> **WHAT THIS TASK INVOLVES**
Repeat the records below verbatim, and do not copy their pictures.

====== RECORDS ======

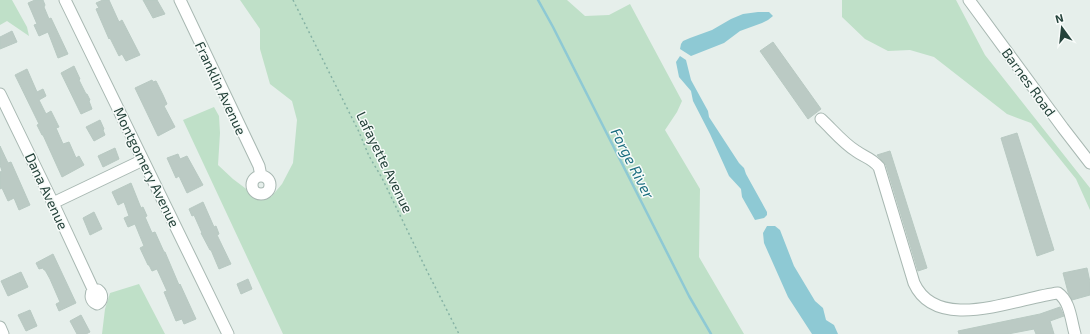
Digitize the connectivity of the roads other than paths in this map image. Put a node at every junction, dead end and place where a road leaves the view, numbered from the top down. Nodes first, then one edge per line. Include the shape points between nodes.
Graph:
1 (65, 0) edge
2 (180, 0) edge
3 (969, 0) edge
4 (0, 94) edge
5 (820, 118) dead end
6 (143, 160) junction
7 (1090, 163) edge
8 (262, 176) dead end
9 (53, 203) junction
10 (93, 289) dead end
11 (0, 327) edge
12 (4, 334) edge
13 (228, 334) edge
14 (1075, 334) edge

1 - 6 street, Montgomery Avenue
2 - 8 street, Franklin Avenue
3 - 7 street, Barnes Road
4 - 9 street, Dana Avenue
5 - 14 street via 856,152 874,161 878,167 914,283 922,297 942,310 960,313 1058,293 1067,303
6 - 9 street
6 - 13 street, Montgomery Avenue
9 - 10 street, Dana Avenue
11 - 12 street

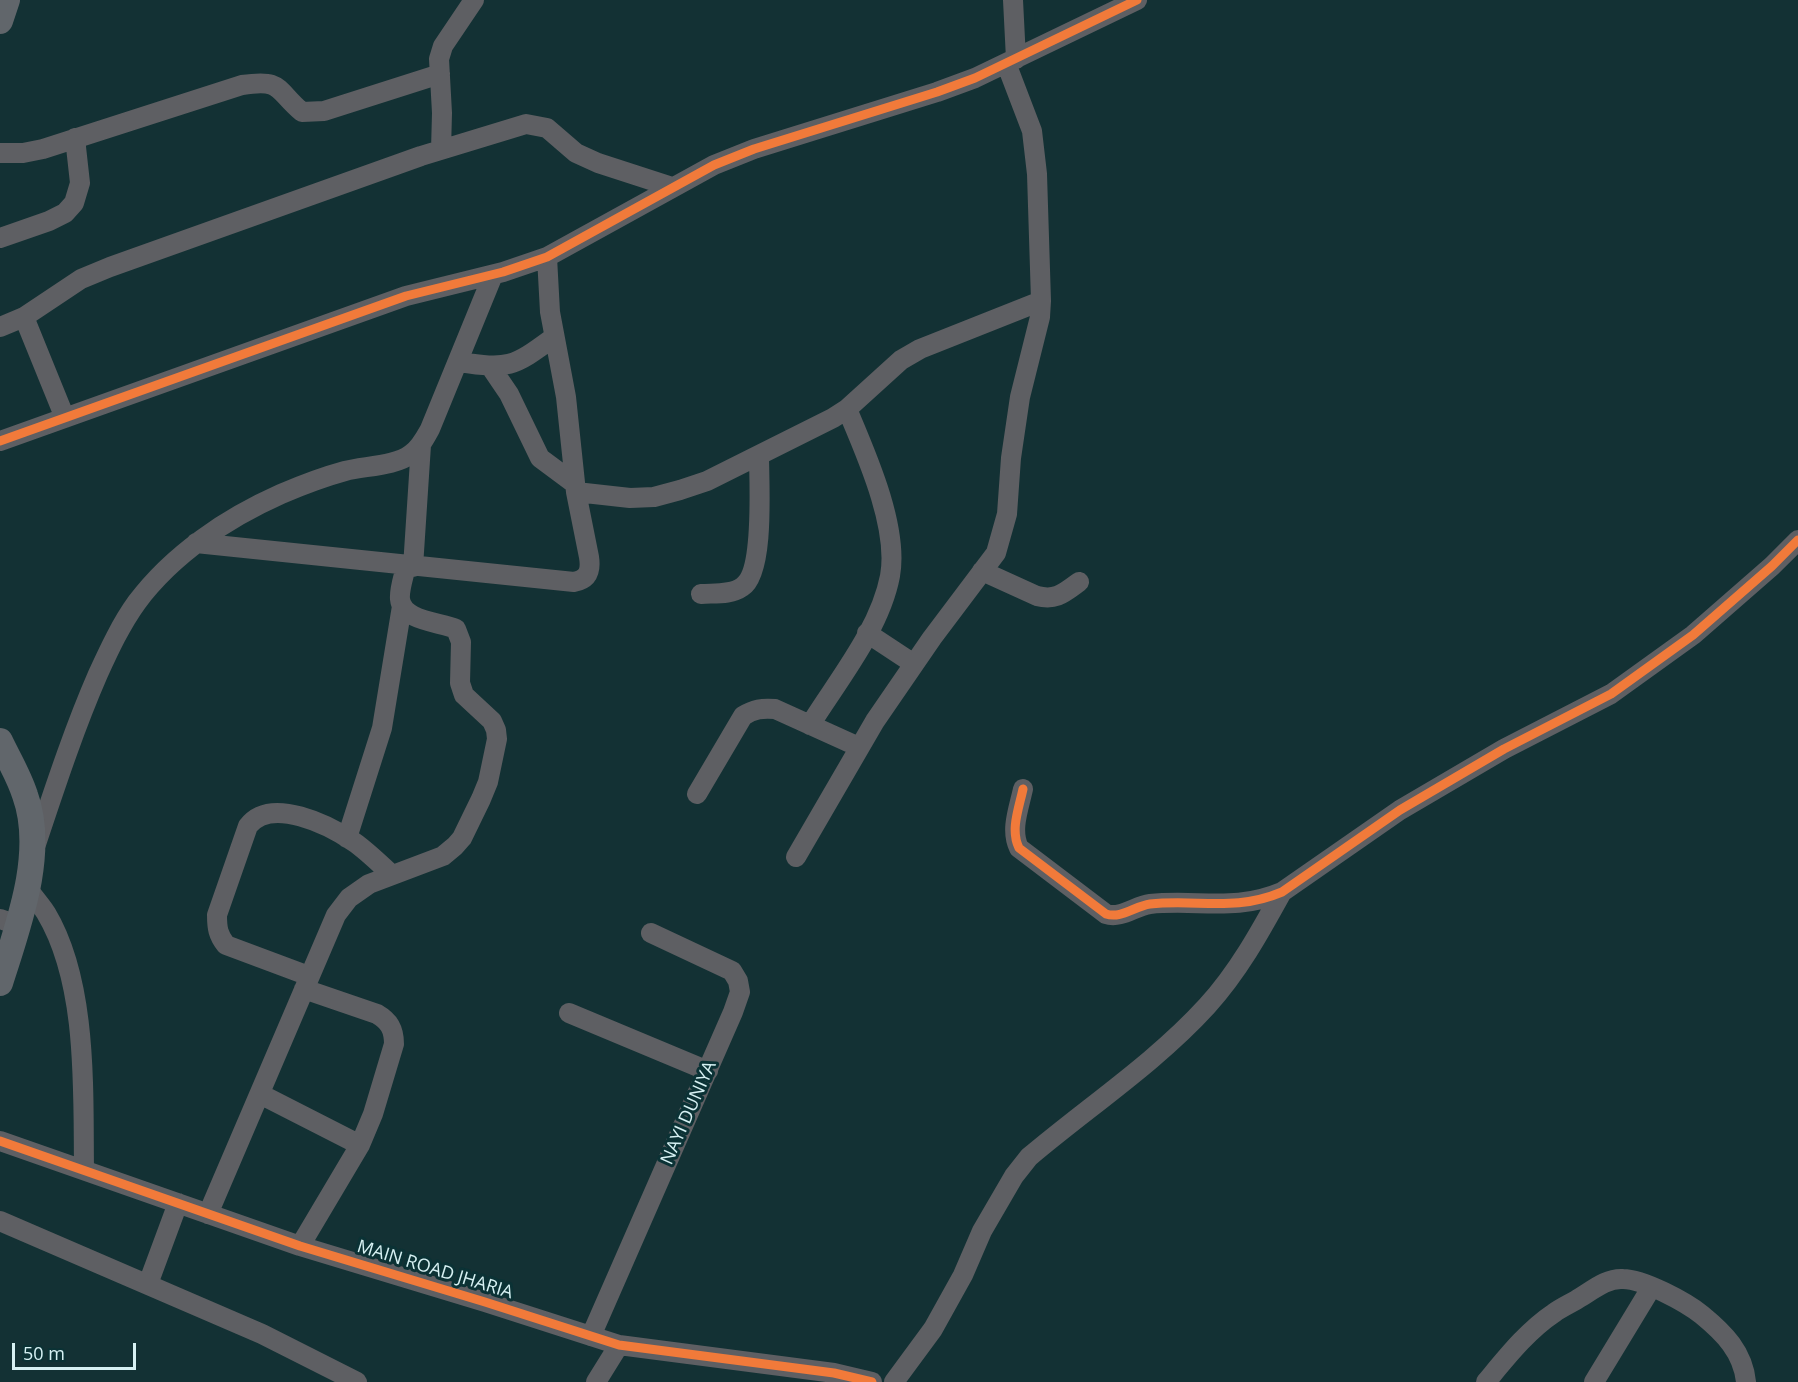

======

> **EXERCISE OUTPUT**
Digitize the connectivity of the roads other than paths in this map image. Put a node at every junction, dead end and place where a road leaves the view, numbered from the top down. Nodes first, then one edge per line. Include the shape points between nodes.
Graph:
1 (65, 0) edge
2 (180, 0) edge
3 (969, 0) edge
4 (0, 94) edge
5 (820, 118) dead end
6 (143, 160) junction
7 (1090, 163) edge
8 (262, 176) dead end
9 (53, 203) junction
10 (93, 289) dead end
11 (0, 327) edge
12 (4, 334) edge
13 (228, 334) edge
14 (1075, 334) edge

1 - 6 street, Montgomery Avenue
2 - 8 street, Franklin Avenue
3 - 7 street, Barnes Road
4 - 9 street, Dana Avenue
5 - 14 street via 856,152 874,161 878,167 914,283 922,297 942,310 960,313 1058,293 1067,303
6 - 9 street
6 - 13 street, Montgomery Avenue
9 - 10 street, Dana Avenue
11 - 12 street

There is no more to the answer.